Когда он уже скрылся из виду, растворившись в сумерках над темной весенней землей, за спиной треснула короткая очередь. Стреляли для острастки или кто-то споткнулся в темноте – небрежное обращение с оружием. В ответ Грязев побренчал бубном и взял неспешный темп, рассчитанный на длинную дистанцию. Как всякий «заяц», он долго водил охотников по окраинам города, петлял по пустырям, забегал в жилые кварталы, заставлял их гоняться друг за другом и, когда они теряли след, поджидал кого-нибудь, подпускал на выстрел и плясал под бубен да еще под треск злых автоматных очередей. Похоже, бойцы получили приказ бить по ногам, поскольку чаще всего пули ковыряли землю и редко секли головой прошлогодних густых репейников. Наконец, охотники подустали и сменили тактику. Если кто-то из них обнаруживал «зайца», пляшущего на виду, падал в укрытие и по радио пытался навести на него своих товарищей, взять в кольцо или ножницы. Ребята в ОМОНе оказались молодые, азартные и от этого постоянно делали ошибки. Они давно уже убедились, что «заяц» не вооружен, но отчего-то боялись сближения, возможно, думали, есть граната. Поэтому Саня Грязев легко вырывался из всех окружений. И когда сожгли по нему сотни полторы патронов, когда взошло солнце и надоело плясать казачий спас – танец, надо сказать, веселый, но специфический, – Грязев обратился в «волка». Он сделал круг и лег возле своего следа. Уставшие бойцы впадали в отчаяние и теряли даже природную осторожность. Парень попался ему здоровый, но рыхлый, с «сырыми» мышцами. Саня отобрал у него автомат и радиостанцию, кое-как замкнул наручники на запястьях – кольца почти не сходились. Из автомата он вынул затвор, бросил неподалеку в траву, чтобы можно было найти, и включил радиостанцию.

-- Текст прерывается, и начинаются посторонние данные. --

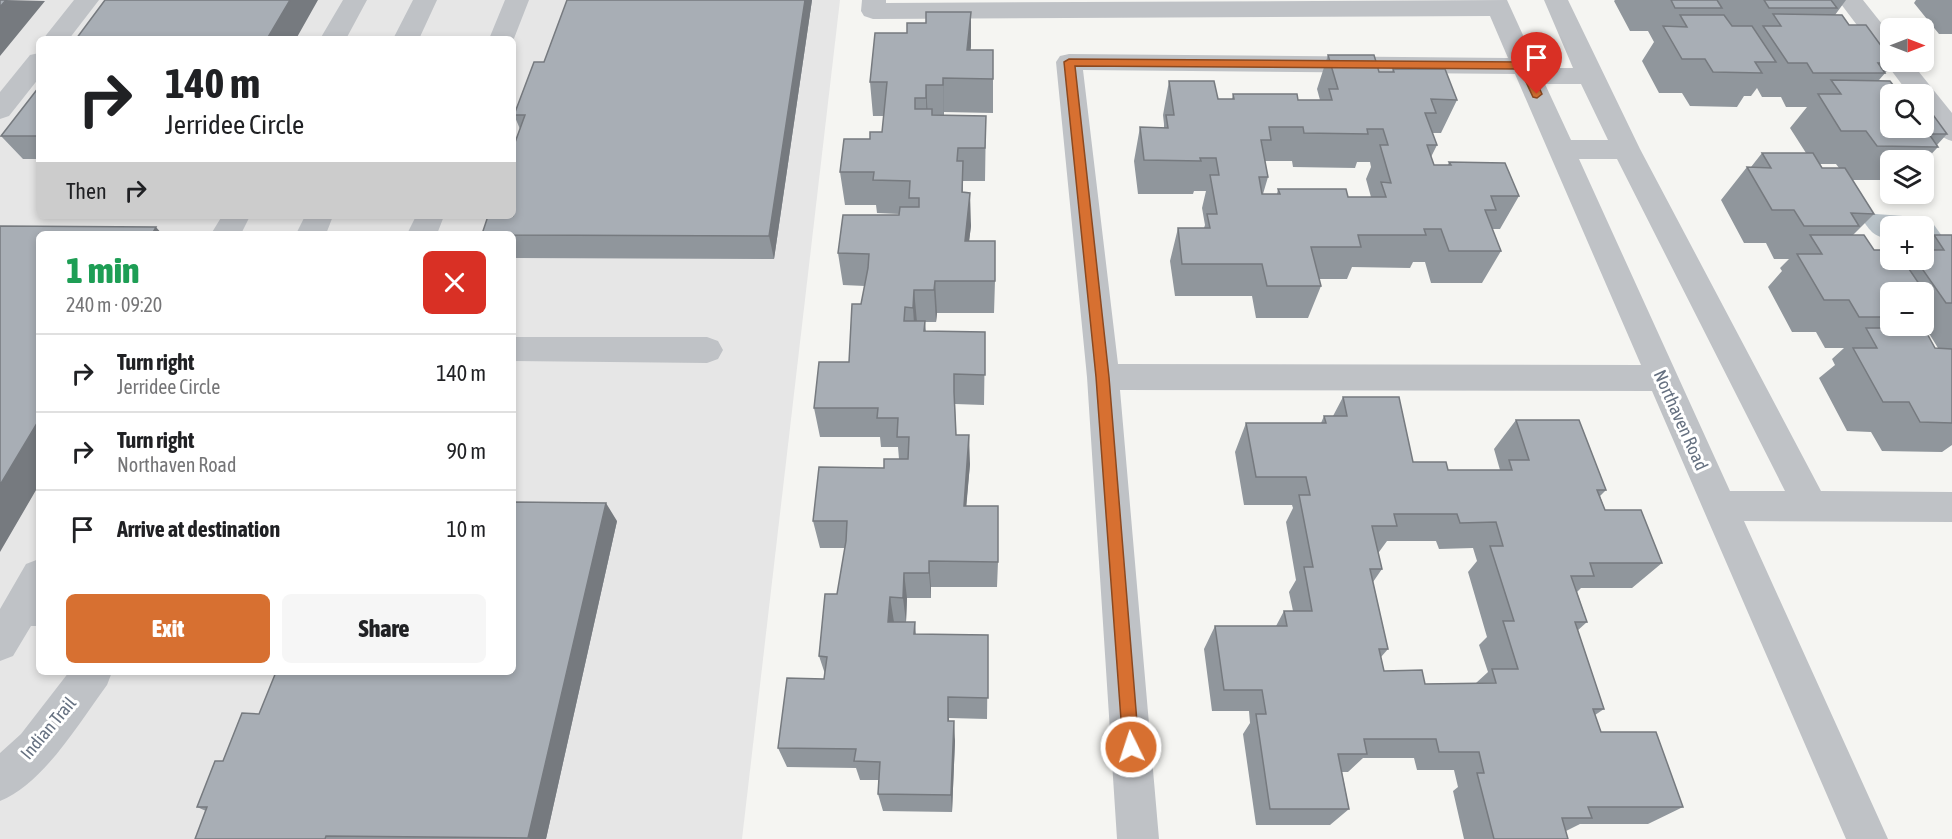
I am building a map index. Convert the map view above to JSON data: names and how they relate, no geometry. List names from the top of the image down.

– Позывной командира, быстро! – приказал он.

– Не скажу! – по-партизански заявил боец.

– Как хочешь, – бросил Саня и позвал в микрофон: – Командир! Эй, командир, ты что, спишь, что ли?

– Кто это? Кто, мать вашу… – Судя по привычке круто материться, командир побывал либо в Афганистане, либо на Кавказе.

– Это я, командир, – сказал Грязев. – Успокойся и слушай внимательно. Твои бойцы стараются, но ты действуешь очень плохо. Отвратительно! Хватит гонять людей и жечь патроны. Труби общий сбор, пусть ребята отдохнут, а ты готовь задницу, понял? Будет хорошая вздрючка. Тебе сколько до пенсии?

– Ты кто такой?! – Голос командира дребезжал от гнева. – Ты кто, сука? Все равно не уйдешь!.. Достану! Кто ты?!

– Проверяющий, – спокойно сообщил Саня. – Идет негласная проверка подразделений ОМОНа. Так что готовься, командир. Привет! Конец связи! – Он выключил радиостанцию, сунул ее в карман бойца. – Тебя как зовут?

Боец выслушал радиодиалог и сидел теперь поникший, придавленный собственным весом.

– Гамов, Костя…

– Вот что, Костя Гамов, – сказал Саня, подавая ему ключ от наручников. – Запомни: хорошему вояке надо много учиться, много думать и мало есть. Посмотри на себя, ты же жиром заплыл, а тебе всего двадцать пять. Загонят тебя, Костя, в «горячую точку» и грохнут на третий день или, хуже, в плен возьмут. Ты же ходячая мишень, а не боец! Хочешь быть профессионалом – учись и думай!

– Нас учат толпы на улицах разгонять, – вдруг со злостью признался омоновец и отвернулся.

– Ну хоть стрелять-то учат?

Боец лишь дернул головой и стал отмыкать наручники. В глазах его стояли слезы, боялся моргнуть…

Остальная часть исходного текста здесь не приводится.